I have many lists of values that created by codes below:

list_value = list()
for i in list(range(5, 70, 14)):
    list_value.append(list(range(i, i+10, 3)))

Rules created that:

  • first number is 5, a list contains 4 items has value equal x = x + 3, and so on [5, 8, 11, 14]

  • the first number of the second list equal: x = 5 + 14, and value inside still as above x = x +3

    [[5, 8, 11, 14], [19, 22, 25, 28], [33, 36, 39, 42], [47, 50, 53, 56], [61, 64, 67, 70]]
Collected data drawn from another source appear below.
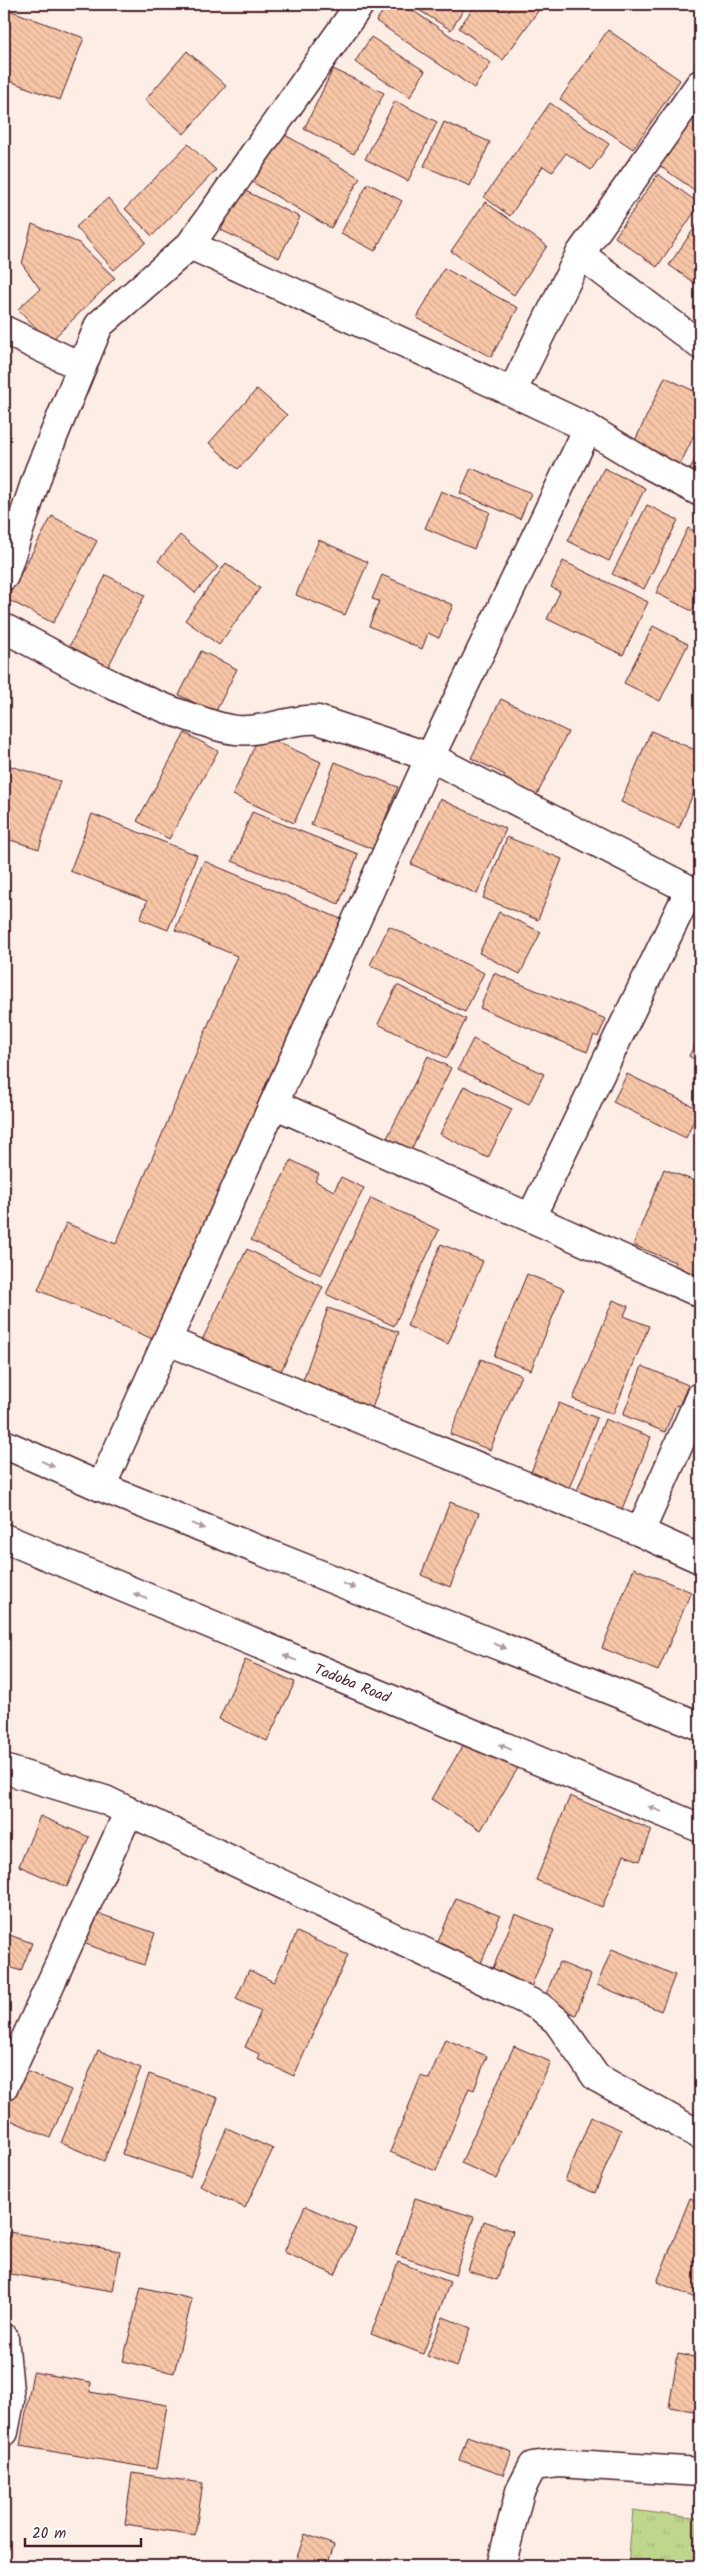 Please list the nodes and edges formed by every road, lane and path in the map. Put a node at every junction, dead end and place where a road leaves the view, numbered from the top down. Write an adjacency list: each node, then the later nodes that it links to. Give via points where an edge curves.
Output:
1 (360, 4): 3 (street)
2 (700, 84): 4 (street)
3 (190, 245): 7 (street, via 99,325); 8 (street)
4 (580, 254): 6 (street); 8 (street)
5 (4, 330): 7 (street)
6 (700, 345)
7 (82, 367): 11 (street, via 39,471)
8 (512, 392): 9 (street)
9 (588, 428): 10 (street); 13 (street)
10 (700, 492)
11 (4, 576)
12 (4, 628): 13 (street, via 150,704 222,728 254,729 306,719 318,720)
13 (430, 757): 14 (street); 15 (street)
14 (695, 893): 16 (street)
15 (274, 1104): 16 (street); 18 (street)
16 (531, 1217): 17 (street)
17 (700, 1293)
18 (168, 1341): 21 (street); 22 (street)
19 (700, 1397): 22 (street)
20 (4, 1444): 21 (street, one-way to 21)
21 (101, 1487): 25 (street, one-way to 25)
22 (640, 1532): 24 (street)
23 (4, 1538): 28 (street, Tadoba Road, one-way to 23)
24 (700, 1559)
25 (700, 1726)
26 (4, 1769): 27 (street, via 105,1800)
27 (129, 1811): 29 (street); 30 (street, via 540,2007 556,2021 602,2082)
28 (700, 1828)
29 (4, 2086)
30 (700, 2135)
31 (4, 2338): 32 (street, via 10,2401)
32 (4, 2432)
33 (700, 2472): 34 (street, via 558,2463 533,2466 520,2491)
34 (501, 2566)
I expect to obtain a dict like this:

collections = {"MON":[5, 8, 11, 14], "TUE" :[19, 22, 25, 28], "WED":[33, 36, 39, 42], "THU":[47, 50, 53, 56], "FRI":[61, 64, 67, 70]}

Then, I used:

zip_iterator = zip(list_date, list_value)
collections = dict(zip_iterator)

To get my expected result.

I tried another way, like using the lambda function.

for i in list(range(5, 70, 14)):
    list_value.append(list(range(i,i+10,3)))
    couple_start_end[lambda x: x in list_date] = list(range(i, i + 10, 3))

And the output is:

{<function <lambda> at 0x000001BF7F0711F0>: [5, 8, 11, 14], <function <lambda> at 0x000001BF7F071310>: [19, 22, 25, 28], <function <lambda> at 0x000001BF7F071280>: [33, 36, 39, 42], <function <lambda> at 0x000001BF7F0710D0>: [47, 50, 53, 56], <function <lambda> at 0x000001BF7F0890D0>: [61, 64, 67, 70]}

I want to ask there is any better solution to create lists of values with the rules above? and create the dictionary collections without using the zip method?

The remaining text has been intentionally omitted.